According to political science undergraduate adviser Stephen Weiner, Covich has a motivational effect on his students and has always been very interested in student feedback.
“His students are always commenting positively about how available he is, how quick he is about responding to his inquiries … he creates a positive learning environment,” Weiner said.
Covich said in class, his main goal as a T.A. is to find out what his students do not understand so he always begins lessons with a question. In addition, Covich said he seeks to give his students a different perspective on the material taught by the professor.
As for his own political viewpoints, Covich said he has always had an interest in the struggle for power between the two primary American political parties, which became one of the many reasons he chose to pursue a Ph.D. in American Politics. Covich said he tries to both study and teach with a politically nonpartisan point of view and will always have an opposite argument at hand, regardless of his own opinions.
“For every political system and for every ideology, there is always a major flaw that prevents it from reaching its full potential,” Covich said.

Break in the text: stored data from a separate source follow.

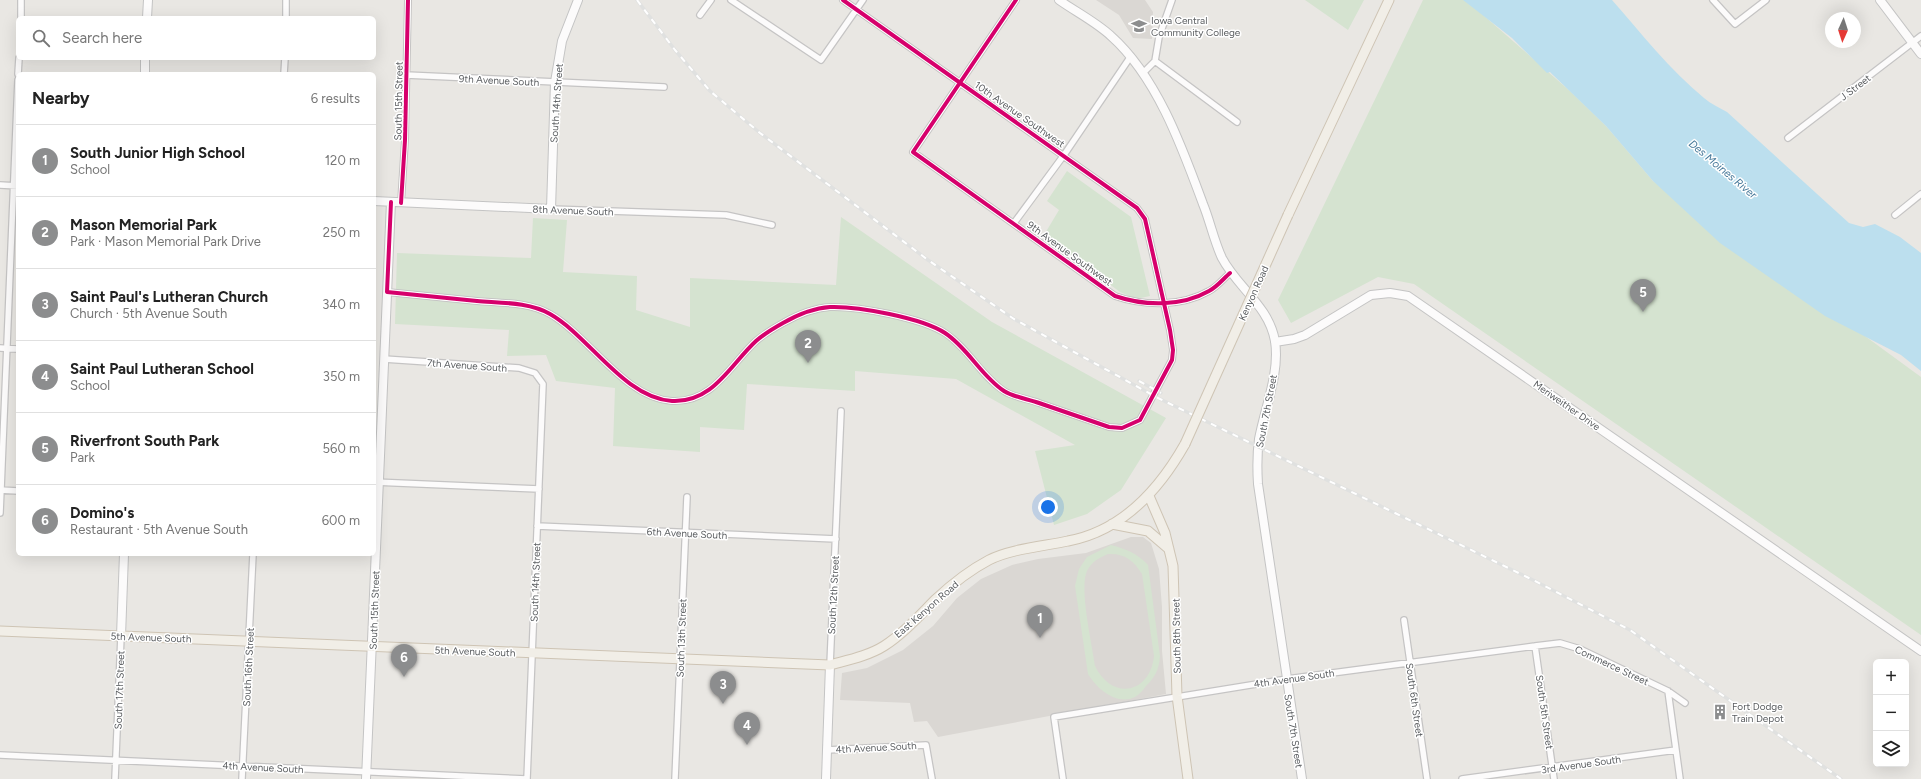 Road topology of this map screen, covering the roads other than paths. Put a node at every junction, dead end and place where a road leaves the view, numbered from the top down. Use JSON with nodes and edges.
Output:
{"nodes":[{"id":1,"x":21,"y":0,"type":"edge"},
{"id":2,"x":148,"y":0,"type":"edge"},
{"id":3,"x":286,"y":0,"type":"edge"},
{"id":4,"x":408,"y":0,"type":"edge"},
{"id":5,"x":578,"y":0,"type":"edge"},
{"id":6,"x":711,"y":0,"type":"edge"},
{"id":7,"x":731,"y":0,"type":"edge"},
{"id":8,"x":843,"y":0,"type":"edge"},
{"id":9,"x":863,"y":0,"type":"edge"},
{"id":10,"x":1016,"y":0,"type":"edge"},
{"id":11,"x":1059,"y":0,"type":"edge"},
{"id":12,"x":1172,"y":0,"type":"edge"},
{"id":13,"x":1389,"y":0,"type":"edge"},
{"id":14,"x":1713,"y":0,"type":"edge"},
{"id":15,"x":1766,"y":0,"type":"edge"},
{"id":16,"x":1880,"y":0,"type":"edge"},
{"id":17,"x":856,"y":9,"type":"junction"},
{"id":18,"x":700,"y":15,"type":"dead end"},
{"id":19,"x":21,"y":16,"type":"edge"},
{"id":20,"x":147,"y":16,"type":"edge"},
{"id":21,"x":286,"y":16,"type":"edge"},
{"id":22,"x":1921,"y":36,"type":"edge"},
{"id":23,"x":1913,"y":42,"type":"junction"},
{"id":24,"x":1921,"y":54,"type":"edge"},
{"id":25,"x":1131,"y":56,"type":"junction"},
{"id":26,"x":19,"y":60,"type":"edge"},
{"id":27,"x":145,"y":60,"type":"edge"},
{"id":28,"x":285,"y":60,"type":"edge"},
{"id":29,"x":1155,"y":61,"type":"junction"},
{"id":30,"x":18,"y":72,"type":"edge"},
{"id":31,"x":144,"y":72,"type":"edge"},
{"id":32,"x":284,"y":72,"type":"edge"},
{"id":33,"x":1143,"y":73,"type":"junction"},
{"id":34,"x":406,"y":75,"type":"junction"},
{"id":35,"x":555,"y":82,"type":"junction"},
{"id":36,"x":961,"y":83,"type":"junction"},
{"id":37,"x":664,"y":87,"type":"dead end"},
{"id":38,"x":1237,"y":122,"type":"dead end"},
{"id":39,"x":1788,"y":138,"type":"dead end"},
{"id":40,"x":1064,"y":155,"type":"junction"},
{"id":41,"x":0,"y":185,"type":"edge"},
{"id":42,"x":16,"y":186,"type":"edge"},
{"id":43,"x":1921,"y":194,"type":"edge"},
{"id":44,"x":376,"y":201,"type":"edge"},
{"id":45,"x":391,"y":202,"type":"junction"},
{"id":46,"x":401,"y":203,"type":"junction"},
{"id":47,"x":551,"y":209,"type":"junction"},
{"id":48,"x":1895,"y":215,"type":"dead end"},
{"id":49,"x":1014,"y":223,"type":"junction"},
{"id":50,"x":772,"y":225,"type":"dead end"},
{"id":51,"x":1230,"y":273,"type":"junction"},
{"id":52,"x":387,"y":292,"type":"junction"},
{"id":53,"x":1164,"y":304,"type":"junction"},
{"id":54,"x":1275,"y":342,"type":"junction"},
{"id":55,"x":0,"y":348,"type":"edge"},
{"id":56,"x":7,"y":348,"type":"junction"},
{"id":57,"x":16,"y":349,"type":"edge"},
{"id":58,"x":384,"y":359,"type":"junction"},
{"id":59,"x":543,"y":384,"type":"joint"},
{"id":60,"x":842,"y":411,"type":"dead end"},
{"id":61,"x":377,"y":482,"type":"edge"},
{"id":62,"x":539,"y":489,"type":"junction"},
{"id":63,"x":0,"y":490,"type":"edge"},
{"id":64,"x":16,"y":491,"type":"edge"},
{"id":65,"x":1149,"y":496,"type":"junction"},
{"id":66,"x":687,"y":497,"type":"dead end"},
{"id":67,"x":0,"y":513,"type":"edge"},
{"id":68,"x":376,"y":515,"type":"edge"},
{"id":69,"x":1112,"y":524,"type":"junction"},
{"id":70,"x":537,"y":526,"type":"junction"},
{"id":71,"x":686,"y":533,"type":"junction"},
{"id":72,"x":836,"y":539,"type":"junction"},
{"id":73,"x":1068,"y":541,"type":"joint"},
{"id":74,"x":1169,"y":549,"type":"junction"},
{"id":75,"x":124,"y":556,"type":"edge"},
{"id":76,"x":253,"y":556,"type":"edge"},
{"id":77,"x":375,"y":556,"type":"edge"},
{"id":78,"x":1404,"y":620,"type":"dead end"},
{"id":79,"x":0,"y":631,"type":"edge"},
{"id":80,"x":121,"y":636,"type":"junction"},
{"id":81,"x":249,"y":641,"type":"junction"},
{"id":82,"x":372,"y":646,"type":"junction"},
{"id":83,"x":1535,"y":646,"type":"junction"},
{"id":84,"x":1921,"y":651,"type":"edge"},
{"id":85,"x":532,"y":653,"type":"junction"},
{"id":86,"x":680,"y":659,"type":"junction"},
{"id":87,"x":1410,"y":662,"type":"junction"},
{"id":88,"x":830,"y":666,"type":"junction"},
{"id":89,"x":1286,"y":679,"type":"junction"},
{"id":90,"x":1668,"y":691,"type":"junction"},
{"id":91,"x":1177,"y":696,"type":"junction"},
{"id":92,"x":1685,"y":703,"type":"dead end"},
{"id":93,"x":827,"y":750,"type":"junction"},
{"id":94,"x":1676,"y":750,"type":"junction"},
{"id":95,"x":0,"y":755,"type":"edge"},
{"id":96,"x":116,"y":760,"type":"junction"},
{"id":97,"x":243,"y":766,"type":"junction"},
{"id":98,"x":1553,"y":768,"type":"junction"},
{"id":99,"x":367,"y":775,"type":"edge"},
{"id":100,"x":115,"y":779,"type":"edge"},
{"id":101,"x":242,"y":779,"type":"edge"},
{"id":102,"x":527,"y":779,"type":"edge"},
{"id":103,"x":676,"y":779,"type":"edge"},
{"id":104,"x":826,"y":779,"type":"edge"},
{"id":105,"x":932,"y":779,"type":"edge"},
{"id":106,"x":1063,"y":779,"type":"edge"},
{"id":107,"x":1188,"y":779,"type":"edge"},
{"id":108,"x":1302,"y":779,"type":"edge"},
{"id":109,"x":1426,"y":779,"type":"edge"},
{"id":110,"x":1462,"y":779,"type":"edge"},
{"id":111,"x":1554,"y":779,"type":"edge"},
{"id":112,"x":1680,"y":779,"type":"edge"}],
"edges":[{"from":1,"to":19,"type":"street"},
{"from":2,"to":20,"type":"street"},
{"from":3,"to":21,"type":"street"},
{"from":4,"to":34,"type":"street","name":"South 15th Street"},
{"from":5,"to":35,"type":"street","name":"South 14th Street"},
{"from":6,"to":18,"type":"street"},
{"from":7,"to":17,"type":"street"},
{"from":8,"to":17,"type":"street","name":"10th Avenue Southwest"},
{"from":9,"to":17,"type":"street"},
{"from":10,"to":36,"type":"street"},
{"from":11,"to":25,"type":"street","name":"South 7th Street"},
{"from":12,"to":29,"type":"street"},
{"from":13,"to":65,"type":"main road","name":"Kenyon Road","bridge":true},
{"from":14,"to":15,"type":"street"},
{"from":16,"to":23,"type":"street"},
{"from":17,"to":36,"type":"street","name":"10th Avenue Southwest"},
{"from":22,"to":23,"type":"street","name":"J Street"},
{"from":23,"to":24,"type":"street"},
{"from":23,"to":39,"type":"street","name":"J Street"},
{"from":25,"to":33,"type":"street","name":"South 7th Street"},
{"from":25,"to":40,"type":"street"},
{"from":26,"to":30,"type":"street"},
{"from":27,"to":31,"type":"street"},
{"from":28,"to":32,"type":"street"},
{"from":29,"to":33,"type":"street"},
{"from":29,"to":38,"type":"street"},
{"from":33,"to":51,"type":"street","name":"South 7th Street"},
{"from":34,"to":35,"type":"street","name":"9th Avenue South"},
{"from":34,"to":46,"type":"street","name":"South 15th Street"},
{"from":35,"to":37,"type":"street","name":"9th Avenue South"},
{"from":35,"to":47,"type":"street","name":"South 14th Street"},
{"from":36,"to":40,"type":"street","name":"10th Avenue Southwest"},
{"from":36,"to":49,"type":"street","name":"9th Avenue Southwest"},
{"from":40,"to":49,"type":"street"},
{"from":40,"to":53,"type":"street","name":"10th Avenue Southwest"},
{"from":41,"to":42,"type":"street"},
{"from":42,"to":56,"type":"street"},
{"from":43,"to":48,"type":"street"},
{"from":44,"to":45,"type":"street","name":"8th Avenue South"},
{"from":45,"to":46,"type":"street","name":"8th Avenue South"},
{"from":45,"to":52,"type":"street","name":"South 15th Street"},
{"from":46,"to":47,"type":"street","name":"8th Avenue South"},
{"from":47,"to":50,"type":"street","name":"8th Avenue South"},
{"from":49,"to":53,"type":"street","name":"9th Avenue Southwest"},
{"from":51,"to":53,"type":"street","name":"9th Avenue Southwest"},
{"from":51,"to":54,"type":"street","name":"South 7th Street"},
{"from":52,"to":53,"type":"street"},
{"from":52,"to":58,"type":"street","name":"South 15th Street"},
{"from":54,"to":84,"type":"street","name":"Meriweither Drive"},
{"from":54,"to":89,"type":"street","name":"South 7th Street"},
{"from":55,"to":56,"type":"street"},
{"from":56,"to":57,"type":"street"},
{"from":56,"to":63,"type":"street"},
{"from":58,"to":59,"type":"street","name":"7th Avenue South"},
{"from":58,"to":61,"type":"street","name":"South 15th Street"},
{"from":59,"to":62,"type":"street","name":"South 14th Street"},
{"from":60,"to":72,"type":"street","name":"South 12th Street"},
{"from":61,"to":62,"type":"street"},
{"from":61,"to":68,"type":"street","name":"South 15th Street"},
{"from":62,"to":70,"type":"street","name":"South 14th Street"},
{"from":63,"to":64,"type":"street"},
{"from":63,"to":67,"type":"street"},
{"from":65,"to":69,"type":"main road","name":"Kenyon Road"},
{"from":65,"to":74,"type":"main road","name":"South 8th Street"},
{"from":66,"to":71,"type":"street","name":"South 13th Street"},
{"from":69,"to":73,"type":"main road","name":"Kenyon Road"},
{"from":69,"to":74,"type":"main road"},
{"from":70,"to":71,"type":"street","name":"6th Avenue South"},
{"from":70,"to":85,"type":"street","name":"South 14th Street"},
{"from":71,"to":72,"type":"street","name":"6th Avenue South"},
{"from":71,"to":86,"type":"street","name":"South 13th Street"},
{"from":72,"to":88,"type":"street","name":"South 12th Street"},
{"from":73,"to":88,"type":"main road","name":"East Kenyon Road"},
{"from":74,"to":91,"type":"main road","name":"South 8th Street"},
{"from":75,"to":80,"type":"street","name":"South 17th Street"},
{"from":76,"to":81,"type":"street","name":"South 16th Street"},
{"from":77,"to":82,"type":"street","name":"South 15th Street"},
{"from":78,"to":87,"type":"street","name":"South 6th Street"},
{"from":79,"to":80,"type":"main road","name":"5th Avenue South"},
{"from":80,"to":81,"type":"main road","name":"5th Avenue South"},
{"from":80,"to":96,"type":"street","name":"South 17th Street"},
{"from":81,"to":82,"type":"main road","name":"5th Avenue South"},
{"from":81,"to":97,"type":"street","name":"South 16th Street"},
{"from":82,"to":85,"type":"main road","name":"5th Avenue South"},
{"from":82,"to":99,"type":"street","name":"South 15th Street"},
{"from":83,"to":87,"type":"street","name":"4th Avenue South"},
{"from":83,"to":90,"type":"street","name":"Commerce Street"},
{"from":83,"to":98,"type":"street","name":"South 5th Street"},
{"from":85,"to":86,"type":"main road","name":"5th Avenue South"},
{"from":85,"to":102,"type":"street","name":"South 14th Street"},
{"from":86,"to":88,"type":"main road","name":"5th Avenue South"},
{"from":86,"to":103,"type":"street","name":"South 13th Street"},
{"from":87,"to":89,"type":"street","name":"4th Avenue South"},
{"from":87,"to":109,"type":"street","name":"South 6th Street"},
{"from":88,"to":93,"type":"street","name":"South 12th Street"},
{"from":89,"to":91,"type":"street","name":"4th Avenue South"},
{"from":89,"to":108,"type":"street","name":"South 7th Street"},
{"from":90,"to":92,"type":"street","name":"Commerce Street"},
{"from":90,"to":94,"type":"street"},
{"from":91,"to":106,"type":"street","name":"4th Avenue South"},
{"from":91,"to":107,"type":"main road","name":"South 8th Street"},
{"from":93,"to":104,"type":"street","name":"South 12th Street"},
{"from":93,"to":105,"type":"street","name":"4th Avenue South"},
{"from":94,"to":98,"type":"street","name":"3rd Avenue South"},
{"from":94,"to":112,"type":"street"},
{"from":95,"to":96,"type":"street","name":"4th Avenue South"},
{"from":96,"to":97,"type":"street","name":"4th Avenue South"},
{"from":96,"to":100,"type":"street","name":"South 17th Street"},
{"from":97,"to":99,"type":"street","name":"4th Avenue South"},
{"from":97,"to":101,"type":"street","name":"South 16th Street"},
{"from":98,"to":110,"type":"street","name":"3rd Avenue South"},
{"from":98,"to":111,"type":"street","name":"South 5th Street"},
{"from":99,"to":102,"type":"street","name":"4th Avenue South"}]}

While living in the graduate student housing complex San Clemente Villages, Covich frequents Carillo Dining Commons and spends much of his days on campus. Navigating his way around bicycles and skateboards, Covich said he gets through campus pretty easily, especially with the support of other students and faculty. Additionally, Covich said the Disabled Students Program helps him out by translating books into either Braille or into a Microsoft Word document.
Being a blind teacher or professor is not uncommon, Covich said, as he has had a blind professor before, who currently serves as one of his many role models. According to Weiner, Covich is not the only blind teacher at UCSB, nor in the Political Science program. Visiting professor Amit Ahuja is also blind and teaches Comparative Politics.
Beyond receiving his Ph.D. and becoming a professor, Covich said he has also contemplated a career path “in college administration.”